### [Provided records]
=== Begin Enclosure ===
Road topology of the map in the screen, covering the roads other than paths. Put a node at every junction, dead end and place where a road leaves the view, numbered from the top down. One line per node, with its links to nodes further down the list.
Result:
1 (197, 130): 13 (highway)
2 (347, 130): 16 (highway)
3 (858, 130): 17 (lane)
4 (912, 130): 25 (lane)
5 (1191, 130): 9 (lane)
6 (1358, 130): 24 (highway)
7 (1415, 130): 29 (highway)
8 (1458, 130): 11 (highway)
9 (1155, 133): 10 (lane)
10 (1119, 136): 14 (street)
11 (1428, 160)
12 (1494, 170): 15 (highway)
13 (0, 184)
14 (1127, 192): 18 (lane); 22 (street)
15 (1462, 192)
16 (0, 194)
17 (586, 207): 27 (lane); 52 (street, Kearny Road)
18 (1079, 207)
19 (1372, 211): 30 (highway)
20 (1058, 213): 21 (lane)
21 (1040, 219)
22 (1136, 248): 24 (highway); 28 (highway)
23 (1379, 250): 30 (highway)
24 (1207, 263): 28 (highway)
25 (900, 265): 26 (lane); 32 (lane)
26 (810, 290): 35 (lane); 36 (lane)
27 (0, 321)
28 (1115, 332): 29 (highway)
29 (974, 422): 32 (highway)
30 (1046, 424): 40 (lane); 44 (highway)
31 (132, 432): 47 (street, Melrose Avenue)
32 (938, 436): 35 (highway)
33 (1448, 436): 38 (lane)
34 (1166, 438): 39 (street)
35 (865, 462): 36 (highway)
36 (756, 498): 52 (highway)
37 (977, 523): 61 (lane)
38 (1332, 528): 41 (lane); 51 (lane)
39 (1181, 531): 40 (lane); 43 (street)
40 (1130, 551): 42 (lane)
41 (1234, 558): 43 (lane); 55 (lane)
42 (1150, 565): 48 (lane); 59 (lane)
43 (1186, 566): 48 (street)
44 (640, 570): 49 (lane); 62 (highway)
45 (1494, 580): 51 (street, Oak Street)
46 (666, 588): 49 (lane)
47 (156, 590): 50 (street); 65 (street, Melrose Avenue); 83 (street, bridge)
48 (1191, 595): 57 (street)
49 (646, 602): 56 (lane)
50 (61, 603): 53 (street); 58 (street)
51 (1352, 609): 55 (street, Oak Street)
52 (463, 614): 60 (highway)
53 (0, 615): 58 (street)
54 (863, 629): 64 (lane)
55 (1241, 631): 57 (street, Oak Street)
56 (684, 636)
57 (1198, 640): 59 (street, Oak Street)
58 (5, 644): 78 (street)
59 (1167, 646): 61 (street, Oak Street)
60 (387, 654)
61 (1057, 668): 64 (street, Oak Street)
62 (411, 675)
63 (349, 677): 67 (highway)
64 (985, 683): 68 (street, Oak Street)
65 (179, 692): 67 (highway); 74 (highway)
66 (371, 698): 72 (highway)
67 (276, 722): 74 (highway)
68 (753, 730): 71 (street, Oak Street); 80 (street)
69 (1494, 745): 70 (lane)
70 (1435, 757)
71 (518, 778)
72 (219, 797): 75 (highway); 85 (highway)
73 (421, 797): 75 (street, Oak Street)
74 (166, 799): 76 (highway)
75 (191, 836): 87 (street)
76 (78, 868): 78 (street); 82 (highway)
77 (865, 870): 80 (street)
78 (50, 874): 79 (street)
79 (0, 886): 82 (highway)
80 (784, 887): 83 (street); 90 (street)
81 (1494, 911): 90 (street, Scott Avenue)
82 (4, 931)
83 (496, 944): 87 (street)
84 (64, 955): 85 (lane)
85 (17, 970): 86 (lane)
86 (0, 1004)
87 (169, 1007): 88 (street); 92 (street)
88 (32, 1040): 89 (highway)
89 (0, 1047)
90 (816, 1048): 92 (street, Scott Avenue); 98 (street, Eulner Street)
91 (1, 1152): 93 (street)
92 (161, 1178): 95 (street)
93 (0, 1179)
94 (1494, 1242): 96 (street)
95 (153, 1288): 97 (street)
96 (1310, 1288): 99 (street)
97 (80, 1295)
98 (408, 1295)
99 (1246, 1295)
=== End Enclosure ===
### [Prompt]
The entries need to be set down again in full, with no word changed.

### [Reply]
Road topology of the map in the screen, covering the roads other than paths. Put a node at every junction, dead end and place where a road leaves the view, numbered from the top down. One line per node, with its links to nodes further down the list.
Result:
1 (197, 130): 13 (highway)
2 (347, 130): 16 (highway)
3 (858, 130): 17 (lane)
4 (912, 130): 25 (lane)
5 (1191, 130): 9 (lane)
6 (1358, 130): 24 (highway)
7 (1415, 130): 29 (highway)
8 (1458, 130): 11 (highway)
9 (1155, 133): 10 (lane)
10 (1119, 136): 14 (street)
11 (1428, 160)
12 (1494, 170): 15 (highway)
13 (0, 184)
14 (1127, 192): 18 (lane); 22 (street)
15 (1462, 192)
16 (0, 194)
17 (586, 207): 27 (lane); 52 (street, Kearny Road)
18 (1079, 207)
19 (1372, 211): 30 (highway)
20 (1058, 213): 21 (lane)
21 (1040, 219)
22 (1136, 248): 24 (highway); 28 (highway)
23 (1379, 250): 30 (highway)
24 (1207, 263): 28 (highway)
25 (900, 265): 26 (lane); 32 (lane)
26 (810, 290): 35 (lane); 36 (lane)
27 (0, 321)
28 (1115, 332): 29 (highway)
29 (974, 422): 32 (highway)
30 (1046, 424): 40 (lane); 44 (highway)
31 (132, 432): 47 (street, Melrose Avenue)
32 (938, 436): 35 (highway)
33 (1448, 436): 38 (lane)
34 (1166, 438): 39 (street)
35 (865, 462): 36 (highway)
36 (756, 498): 52 (highway)
37 (977, 523): 61 (lane)
38 (1332, 528): 41 (lane); 51 (lane)
39 (1181, 531): 40 (lane); 43 (street)
40 (1130, 551): 42 (lane)
41 (1234, 558): 43 (lane); 55 (lane)
42 (1150, 565): 48 (lane); 59 (lane)
43 (1186, 566): 48 (street)
44 (640, 570): 49 (lane); 62 (highway)
45 (1494, 580): 51 (street, Oak Street)
46 (666, 588): 49 (lane)
47 (156, 590): 50 (street); 65 (street, Melrose Avenue); 83 (street, bridge)
48 (1191, 595): 57 (street)
49 (646, 602): 56 (lane)
50 (61, 603): 53 (street); 58 (street)
51 (1352, 609): 55 (street, Oak Street)
52 (463, 614): 60 (highway)
53 (0, 615): 58 (street)
54 (863, 629): 64 (lane)
55 (1241, 631): 57 (street, Oak Street)
56 (684, 636)
57 (1198, 640): 59 (street, Oak Street)
58 (5, 644): 78 (street)
59 (1167, 646): 61 (street, Oak Street)
60 (387, 654)
61 (1057, 668): 64 (street, Oak Street)
62 (411, 675)
63 (349, 677): 67 (highway)
64 (985, 683): 68 (street, Oak Street)
65 (179, 692): 67 (highway); 74 (highway)
66 (371, 698): 72 (highway)
67 (276, 722): 74 (highway)
68 (753, 730): 71 (street, Oak Street); 80 (street)
69 (1494, 745): 70 (lane)
70 (1435, 757)
71 (518, 778)
72 (219, 797): 75 (highway); 85 (highway)
73 (421, 797): 75 (street, Oak Street)
74 (166, 799): 76 (highway)
75 (191, 836): 87 (street)
76 (78, 868): 78 (street); 82 (highway)
77 (865, 870): 80 (street)
78 (50, 874): 79 (street)
79 (0, 886): 82 (highway)
80 (784, 887): 83 (street); 90 (street)
81 (1494, 911): 90 (street, Scott Avenue)
82 (4, 931)
83 (496, 944): 87 (street)
84 (64, 955): 85 (lane)
85 (17, 970): 86 (lane)
86 (0, 1004)
87 (169, 1007): 88 (street); 92 (street)
88 (32, 1040): 89 (highway)
89 (0, 1047)
90 (816, 1048): 92 (street, Scott Avenue); 98 (street, Eulner Street)
91 (1, 1152): 93 (street)
92 (161, 1178): 95 (street)
93 (0, 1179)
94 (1494, 1242): 96 (street)
95 (153, 1288): 97 (street)
96 (1310, 1288): 99 (street)
97 (80, 1295)
98 (408, 1295)
99 (1246, 1295)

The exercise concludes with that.